Extracted data entries
- - - - -
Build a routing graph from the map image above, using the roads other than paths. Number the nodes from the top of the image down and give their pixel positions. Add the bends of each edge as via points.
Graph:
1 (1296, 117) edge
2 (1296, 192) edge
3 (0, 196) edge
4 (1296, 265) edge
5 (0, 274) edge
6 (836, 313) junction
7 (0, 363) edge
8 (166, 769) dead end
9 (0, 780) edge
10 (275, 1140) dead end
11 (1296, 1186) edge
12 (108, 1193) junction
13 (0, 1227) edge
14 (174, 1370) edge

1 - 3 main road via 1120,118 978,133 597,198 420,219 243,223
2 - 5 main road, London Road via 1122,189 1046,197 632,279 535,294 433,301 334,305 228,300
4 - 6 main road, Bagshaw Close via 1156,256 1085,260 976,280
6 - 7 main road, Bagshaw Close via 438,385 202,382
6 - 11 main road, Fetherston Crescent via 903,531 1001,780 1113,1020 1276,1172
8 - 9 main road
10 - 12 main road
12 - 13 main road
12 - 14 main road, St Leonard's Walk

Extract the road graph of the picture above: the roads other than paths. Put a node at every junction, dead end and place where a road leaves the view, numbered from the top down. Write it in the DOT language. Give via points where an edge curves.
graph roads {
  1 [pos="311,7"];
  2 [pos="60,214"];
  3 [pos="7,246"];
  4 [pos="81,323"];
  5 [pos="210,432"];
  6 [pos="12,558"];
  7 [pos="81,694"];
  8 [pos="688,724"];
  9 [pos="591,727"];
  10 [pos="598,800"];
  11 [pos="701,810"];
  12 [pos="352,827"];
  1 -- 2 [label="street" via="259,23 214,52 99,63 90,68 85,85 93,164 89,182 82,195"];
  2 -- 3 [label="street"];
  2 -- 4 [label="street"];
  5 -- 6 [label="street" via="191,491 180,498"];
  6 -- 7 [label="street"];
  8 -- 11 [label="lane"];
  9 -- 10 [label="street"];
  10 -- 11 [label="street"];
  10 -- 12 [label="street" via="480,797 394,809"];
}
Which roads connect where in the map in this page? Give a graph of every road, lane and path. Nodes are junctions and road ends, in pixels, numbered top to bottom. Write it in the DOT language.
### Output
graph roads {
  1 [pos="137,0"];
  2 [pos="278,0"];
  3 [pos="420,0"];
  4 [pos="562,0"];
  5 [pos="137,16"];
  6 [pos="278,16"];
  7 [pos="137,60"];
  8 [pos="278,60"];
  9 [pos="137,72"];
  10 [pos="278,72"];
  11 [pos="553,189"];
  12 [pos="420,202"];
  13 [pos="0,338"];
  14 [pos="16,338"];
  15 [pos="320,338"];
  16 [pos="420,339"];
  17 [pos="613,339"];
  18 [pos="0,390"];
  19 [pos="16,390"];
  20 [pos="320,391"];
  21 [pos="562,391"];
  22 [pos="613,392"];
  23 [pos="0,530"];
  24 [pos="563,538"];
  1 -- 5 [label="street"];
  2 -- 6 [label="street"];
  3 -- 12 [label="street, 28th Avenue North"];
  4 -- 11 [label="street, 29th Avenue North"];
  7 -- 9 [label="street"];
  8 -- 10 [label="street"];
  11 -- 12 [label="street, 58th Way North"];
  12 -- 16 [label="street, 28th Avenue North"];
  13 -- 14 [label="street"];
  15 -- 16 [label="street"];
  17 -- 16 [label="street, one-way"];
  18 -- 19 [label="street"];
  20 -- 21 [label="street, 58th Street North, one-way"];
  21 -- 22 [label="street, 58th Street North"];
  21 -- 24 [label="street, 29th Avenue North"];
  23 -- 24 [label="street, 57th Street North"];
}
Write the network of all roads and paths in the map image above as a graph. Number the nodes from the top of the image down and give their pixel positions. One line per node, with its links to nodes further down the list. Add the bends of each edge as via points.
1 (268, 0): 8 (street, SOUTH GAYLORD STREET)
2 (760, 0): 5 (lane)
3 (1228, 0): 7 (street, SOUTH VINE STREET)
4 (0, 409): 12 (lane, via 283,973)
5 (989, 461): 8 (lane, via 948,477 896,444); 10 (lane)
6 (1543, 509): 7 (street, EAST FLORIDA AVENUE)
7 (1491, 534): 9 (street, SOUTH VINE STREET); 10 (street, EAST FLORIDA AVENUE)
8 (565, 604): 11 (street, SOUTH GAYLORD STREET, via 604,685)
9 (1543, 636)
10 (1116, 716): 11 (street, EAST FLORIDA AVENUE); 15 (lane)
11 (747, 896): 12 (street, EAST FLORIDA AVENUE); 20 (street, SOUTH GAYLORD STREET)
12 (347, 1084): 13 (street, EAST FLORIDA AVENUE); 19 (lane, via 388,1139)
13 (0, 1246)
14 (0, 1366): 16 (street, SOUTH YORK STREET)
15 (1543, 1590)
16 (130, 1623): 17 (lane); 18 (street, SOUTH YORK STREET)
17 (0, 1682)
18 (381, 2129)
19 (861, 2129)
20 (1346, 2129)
- - - - -
→ Task instructions
Whatever appears in the data above should be set down again exactly.

→ Answer to this problem
Build a routing graph from the map image above, using the roads other than paths. Number the nodes from the top of the image down and give their pixel positions. Add the bends of each edge as via points.
Graph:
1 (1296, 117) edge
2 (1296, 192) edge
3 (0, 196) edge
4 (1296, 265) edge
5 (0, 274) edge
6 (836, 313) junction
7 (0, 363) edge
8 (166, 769) dead end
9 (0, 780) edge
10 (275, 1140) dead end
11 (1296, 1186) edge
12 (108, 1193) junction
13 (0, 1227) edge
14 (174, 1370) edge

1 - 3 main road via 1120,118 978,133 597,198 420,219 243,223
2 - 5 main road, London Road via 1122,189 1046,197 632,279 535,294 433,301 334,305 228,300
4 - 6 main road, Bagshaw Close via 1156,256 1085,260 976,280
6 - 7 main road, Bagshaw Close via 438,385 202,382
6 - 11 main road, Fetherston Crescent via 903,531 1001,780 1113,1020 1276,1172
8 - 9 main road
10 - 12 main road
12 - 13 main road
12 - 14 main road, St Leonard's Walk

Extract the road graph of the picture above: the roads other than paths. Put a node at every junction, dead end and place where a road leaves the view, numbered from the top down. Write it in the DOT language. Give via points where an edge curves.
graph roads {
  1 [pos="311,7"];
  2 [pos="60,214"];
  3 [pos="7,246"];
  4 [pos="81,323"];
  5 [pos="210,432"];
  6 [pos="12,558"];
  7 [pos="81,694"];
  8 [pos="688,724"];
  9 [pos="591,727"];
  10 [pos="598,800"];
  11 [pos="701,810"];
  12 [pos="352,827"];
  1 -- 2 [label="street" via="259,23 214,52 99,63 90,68 85,85 93,164 89,182 82,195"];
  2 -- 3 [label="street"];
  2 -- 4 [label="street"];
  5 -- 6 [label="street" via="191,491 180,498"];
  6 -- 7 [label="street"];
  8 -- 11 [label="lane"];
  9 -- 10 [label="street"];
  10 -- 11 [label="street"];
  10 -- 12 [label="street" via="480,797 394,809"];
}
Which roads connect where in the map in this page? Give a graph of every road, lane and path. Nodes are junctions and road ends, in pixels, numbered top to bottom. Write it in the DOT language.
### Output
graph roads {
  1 [pos="137,0"];
  2 [pos="278,0"];
  3 [pos="420,0"];
  4 [pos="562,0"];
  5 [pos="137,16"];
  6 [pos="278,16"];
  7 [pos="137,60"];
  8 [pos="278,60"];
  9 [pos="137,72"];
  10 [pos="278,72"];
  11 [pos="553,189"];
  12 [pos="420,202"];
  13 [pos="0,338"];
  14 [pos="16,338"];
  15 [pos="320,338"];
  16 [pos="420,339"];
  17 [pos="613,339"];
  18 [pos="0,390"];
  19 [pos="16,390"];
  20 [pos="320,391"];
  21 [pos="562,391"];
  22 [pos="613,392"];
  23 [pos="0,530"];
  24 [pos="563,538"];
  1 -- 5 [label="street"];
  2 -- 6 [label="street"];
  3 -- 12 [label="street, 28th Avenue North"];
  4 -- 11 [label="street, 29th Avenue North"];
  7 -- 9 [label="street"];
  8 -- 10 [label="street"];
  11 -- 12 [label="street, 58th Way North"];
  12 -- 16 [label="street, 28th Avenue North"];
  13 -- 14 [label="street"];
  15 -- 16 [label="street"];
  17 -- 16 [label="street, one-way"];
  18 -- 19 [label="street"];
  20 -- 21 [label="street, 58th Street North, one-way"];
  21 -- 22 [label="street, 58th Street North"];
  21 -- 24 [label="street, 29th Avenue North"];
  23 -- 24 [label="street, 57th Street North"];
}
Write the network of all roads and paths in the map image above as a graph. Number the nodes from the top of the image down and give their pixel positions. One line per node, with its links to nodes further down the list. Add the bends of each edge as via points.
1 (268, 0): 8 (street, SOUTH GAYLORD STREET)
2 (760, 0): 5 (lane)
3 (1228, 0): 7 (street, SOUTH VINE STREET)
4 (0, 409): 12 (lane, via 283,973)
5 (989, 461): 8 (lane, via 948,477 896,444); 10 (lane)
6 (1543, 509): 7 (street, EAST FLORIDA AVENUE)
7 (1491, 534): 9 (street, SOUTH VINE STREET); 10 (street, EAST FLORIDA AVENUE)
8 (565, 604): 11 (street, SOUTH GAYLORD STREET, via 604,685)
9 (1543, 636)
10 (1116, 716): 11 (street, EAST FLORIDA AVENUE); 15 (lane)
11 (747, 896): 12 (street, EAST FLORIDA AVENUE); 20 (street, SOUTH GAYLORD STREET)
12 (347, 1084): 13 (street, EAST FLORIDA AVENUE); 19 (lane, via 388,1139)
13 (0, 1246)
14 (0, 1366): 16 (street, SOUTH YORK STREET)
15 (1543, 1590)
16 (130, 1623): 17 (lane); 18 (street, SOUTH YORK STREET)
17 (0, 1682)
18 (381, 2129)
19 (861, 2129)
20 (1346, 2129)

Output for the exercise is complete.